Kona ARFF Station

Kona ARFF Aerial

As the State Project Manager for the new Airport Rescue and Fire Fighting (ARFF) station at Kona International Airport, I was responsible for managing the entire design process, securing funding from both state and federal government sources, selecting a consultant for the construction management duties, evaluating construction bids, and awarding the project. I was also responsible for writing the consultant and construction contracts after completing the plans and specifications for the project. After contract award, I was responsible for managing the project to ensure that work was completed on time and on budget including negotiation change orders and resolving disputes presented by the contractor.

Kona ARFF Watch Room

Now, a little bit about the facility.
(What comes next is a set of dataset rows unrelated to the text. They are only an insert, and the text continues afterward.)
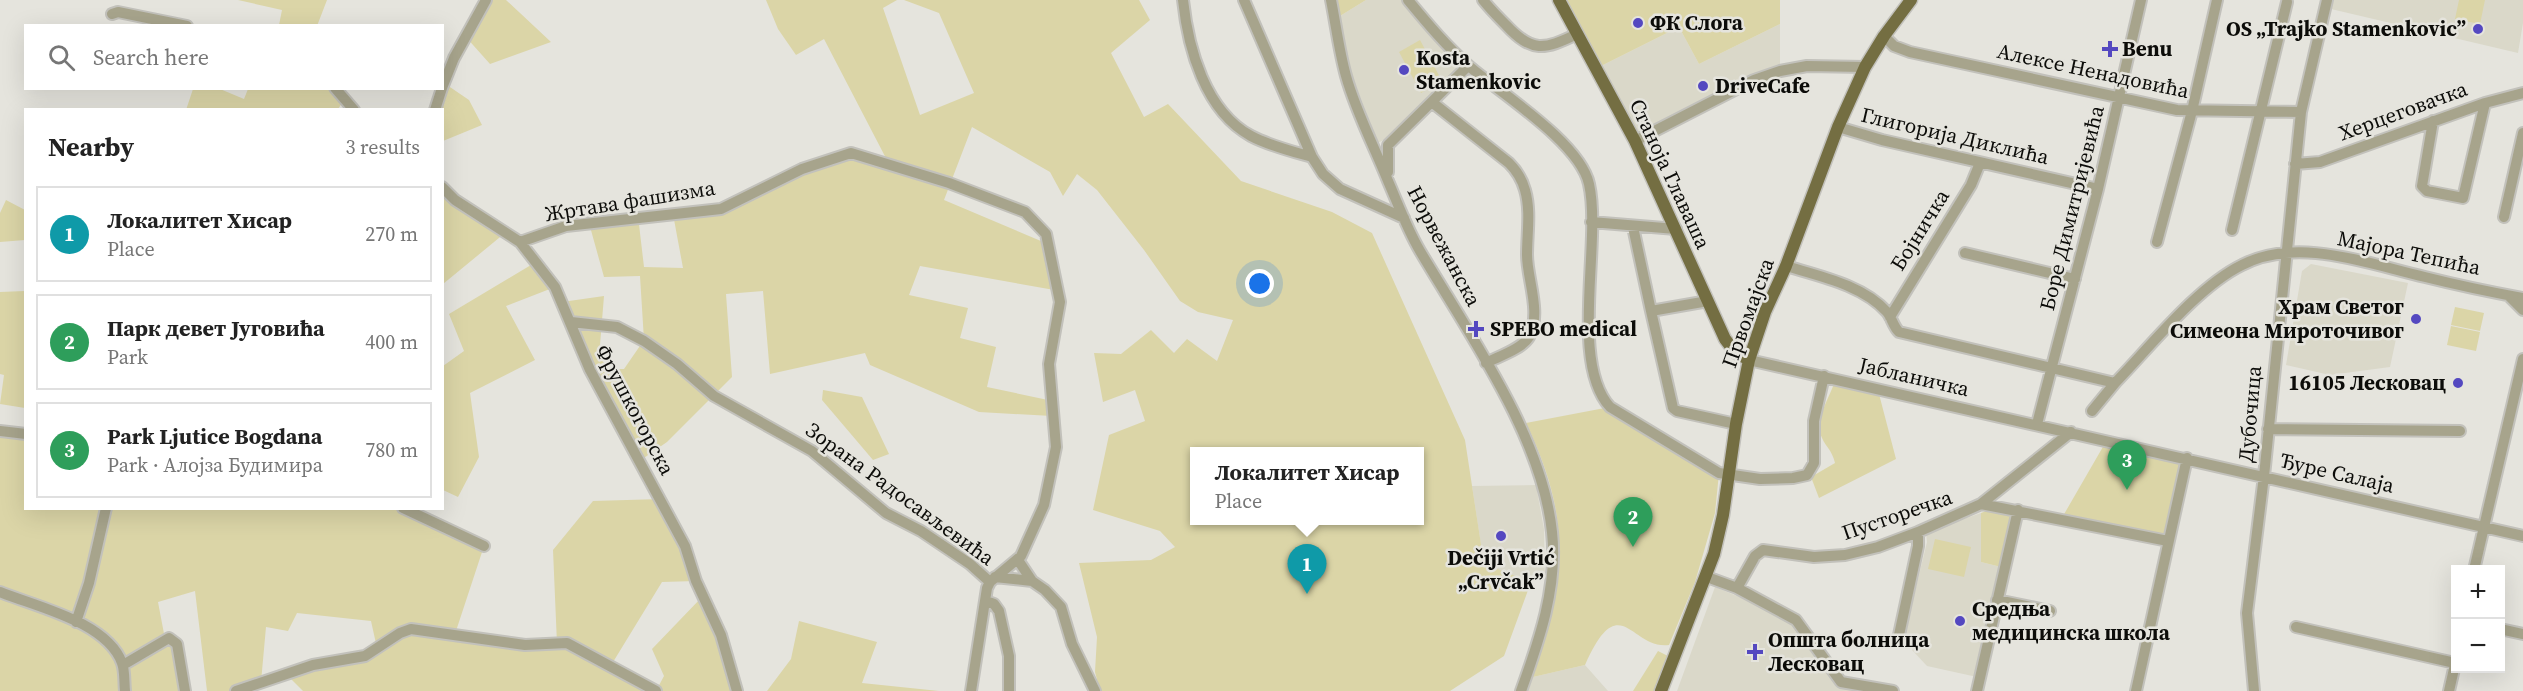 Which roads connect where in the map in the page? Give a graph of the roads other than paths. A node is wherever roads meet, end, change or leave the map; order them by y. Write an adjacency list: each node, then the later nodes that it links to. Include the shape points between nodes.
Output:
1 (486, 0): 19 (street)
2 (1183, 0): 35 (street, via 1194,57 1226,115 1250,136)
3 (1244, 0): 35 (street)
4 (1331, 0): 38 (street, Норвежанска, via 1346,76)
5 (1408, 0): 17 (street)
6 (1483, 0): 15 (street, via 1515,35 1530,45 1547,46)
7 (1559, 0): 15 (main road, Станоја Главаша)
8 (1911, 0): 16 (main road, Првомајска)
9 (2141, 0): 23 (street, Боре Димитријевића)
10 (2217, 0): 28 (street)
11 (2327, 0): 29 (street, Дубочица)
12 (2287, 2): 30 (street)
13 (112, 14): 14 (street)
14 (177, 24)
15 (1577, 34): 34 (main road, Станоја Главаша)
16 (1884, 36): 18 (main road, Првомајска); 23 (street, Алексе Ненадовића, via 1894,46 1910,52)
17 (1468, 66): 24 (street); 43 (street, via 1577,158 1589,183)
18 (1865, 67): 32 (main road, Првомајска); 34 (street, via 1807,66 1780,71 1754,80)
19 (444, 83)
20 (336, 90): 26 (street)
21 (441, 90): 27 (street)
22 (2523, 93): 25 (street, Херцеговачка)
23 (2119, 98): 28 (street, Алексе Ненадовића); 40 (street, Боре Димитријевића)
24 (1433, 103): 38 (street, via 1388,145); 63 (street, via 1509,163 1525,191 1531,329 1526,340)
25 (2485, 103): 31 (street, Херцеговачка); 31 (street, via 2463,198 2427,191 2422,186)
26 (352, 108)
27 (436, 108)
28 (2192, 111): 30 (street, Алексе Ненадовића); 48 (street)
29 (2301, 112): 30 (street, Алексе Ненадовића); 37 (street, Дубочица)
30 (2262, 113): 46 (street)
31 (2433, 121): 37 (street, Херцеговачка, via 2320,162)
32 (1838, 128): 36 (street, Глигорија Диклића); 51 (main road, Првомајска)
33 (2523, 133): 41 (street)
34 (1635, 141): 45 (main road, Станоја Главаша)
35 (1312, 157): 42 (street, via 1340,189)
36 (1980, 163): 40 (street, Глигорија Диклића); 59 (street, Бојничка, via 1971,185)
37 (2295, 164): 50 (street, Дубочица)
38 (1388, 180): 42 (street, Норвежанска)
39 (444, 189): 47 (street, Фрушкогорска)
40 (2098, 189): 52 (street, Боре Димитријевића)
41 (2504, 217)
42 (1404, 218): 63 (street, Норвежанска)
43 (1591, 222): 44 (street); 76 (street, via 1590,337 1593,377 1599,395 1610,407)
44 (1633, 227): 45 (street); 58 (street)
45 (1676, 229): 56 (main road, Станоја Главаша)
46 (2232, 230)
47 (520, 242): 60 (street, Фрушкогорска, via 555,287); 87 (street, Жртава фашизма, via 566,226 721,209 802,170 851,153 949,183 1025,212 1046,234 1060,302 1048,364 1056,447 1044,505)
48 (2157, 242)
49 (1965, 253): 52 (street)
50 (2286, 254): 54 (street, Мајора Тепића, via 2332,255); 66 (street, via 2242,264 2214,283); 70 (street, Дубочица)
51 (1786, 266): 59 (street, via 1846,286 1877,304); 62 (main road, Првомајска)
52 (2075, 279): 64 (street, Боре Димитријевића)
53 (2523, 292): 54 (street)
54 (2509, 296): 55 (street, Мајора Тепића); 57 (street)
55 (2523, 298)
56 (1708, 301): 58 (street); 62 (main road, Станоја Главаша, via 1728,345)
57 (2523, 310)
58 (1651, 311): 68 (street, via 1673,408)
59 (1890, 317): 64 (street, via 1899,332)
60 (571, 322): 90 (street, Зорана Радосављевића, via 617,327 644,340 714,396 812,451 886,513 921,531); 110 (street, Фрушкогорска, via 630,449 681,538 702,597 721,635)
61 (2523, 359): 82 (street)
62 (1749, 360): 65 (street, Јабланичка); 68 (main road, Првомајска)
63 (1485, 363): 114 (street, Норвежанска, via 1537,467 1548,504 1553,548 1546,608)
64 (2053, 367): 66 (street); 69 (street, Боре Димитријевића)
65 (1824, 376): 69 (street, Јабланичка); 76 (street, via 1815,421 1814,463 1807,475 1760,479)
66 (2115, 383): 67 (street)
67 (2092, 411)
68 (1736, 424): 76 (main road, Првомајска)
69 (2037, 424): 73 (street, Јабланичка)
70 (2268, 429): 72 (street); 77 (street, Дубочица)
71 (0, 431): 74 (street)
72 (2460, 431)
73 (2071, 432): 75 (street, Ђуре Салаја); 78 (street, Пусторечка)
74 (24, 434)
75 (2187, 458): 77 (street, Ђуре Салаја); 85 (street)
76 (1728, 476): 89 (main road, Првомајска)
77 (2264, 476): 82 (street, Ђуре Салаја); 118 (street, Дубочица, via 2247,613)
78 (1981, 504): 81 (street, Пусторечка); 83 (street, Пусторечка)
79 (106, 510): 97 (street)
80 (407, 510): 86 (street)
81 (2018, 510): 85 (street, Пусторечка); 94 (street)
82 (2483, 526): 84 (street, Ђуре Салаја); 88 (street)
83 (1918, 532): 92 (street, Пусторечка, via 1845,555 1814,557 1763,550 1755,556); 101 (street)
84 (2523, 536)
85 (2168, 541): 117 (street)
86 (484, 546)
87 (1018, 560): 90 (street, Жртава фашизма); 91 (street)
88 (2475, 565)
89 (1707, 577): 92 (street); 105 (main road, Првомајска)
90 (992, 580): 91 (street); 95 (street)
91 (1032, 581): 113 (street, via 1061,607 1072,644)
92 (1737, 588): 115 (street, via 1796,620 1839,680)
93 (0, 592): 97 (street)
94 (1997, 600): 96 (street); 116 (street)
95 (986, 601): 111 (street); 112 (street, via 999,611 1009,656)
96 (2050, 611)
97 (76, 622): 103 (street, via 97,632 116,651)
98 (2296, 627): 102 (street)
99 (2505, 630): 100 (street)
100 (2523, 634)
101 (1899, 635)
102 (2451, 660)
103 (123, 665): 106 (street); 107 (street, via 169,638 177,644)
104 (2453, 673): 119 (street)
105 (1663, 690)
106 (125, 691)
107 (185, 691)
108 (236, 691): 109 (street, via 313,664 365,656 411,629 525,645 567,643)
109 (656, 691)
110 (737, 691)
111 (971, 691)
112 (1009, 691)
113 (1095, 691)
114 (1521, 691)
115 (1893, 691)
116 (1977, 691)
117 (2136, 691)
118 (2254, 691)
119 (2449, 691)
The 24,000-square-foot facility cost $18.6 million, with 90% coming by way of a grant from the Federal Aviation Administration that I was responsible for writing the application for and overseeing the disbursements of. The state picked up the remainder of the tab for the station, which has five double loaded  drive-through bays within the apparatus area capable of housing 10 Stryker 4500 ARFF trucks. The station is home to 25 employees. Included in the station is office space, sleeping areas, training rooms, conference rooms, an emergency operations center, and a watch room on the second floor from which firefighters can see the entire runway.

Kona ARFF Truck Bay

The vice president of the construction company told me once that all he saw when he started on the project was rock, rock, rock, and more rock. As the top layers of virgin lava was removed, we discovered the entire site was made up of blue rock, some of the hardest rock in the islands. Although this made the underground work very difficult, it also provided a very sturdy foundation for the emergency facility that would provide critical services in many types of emergencies.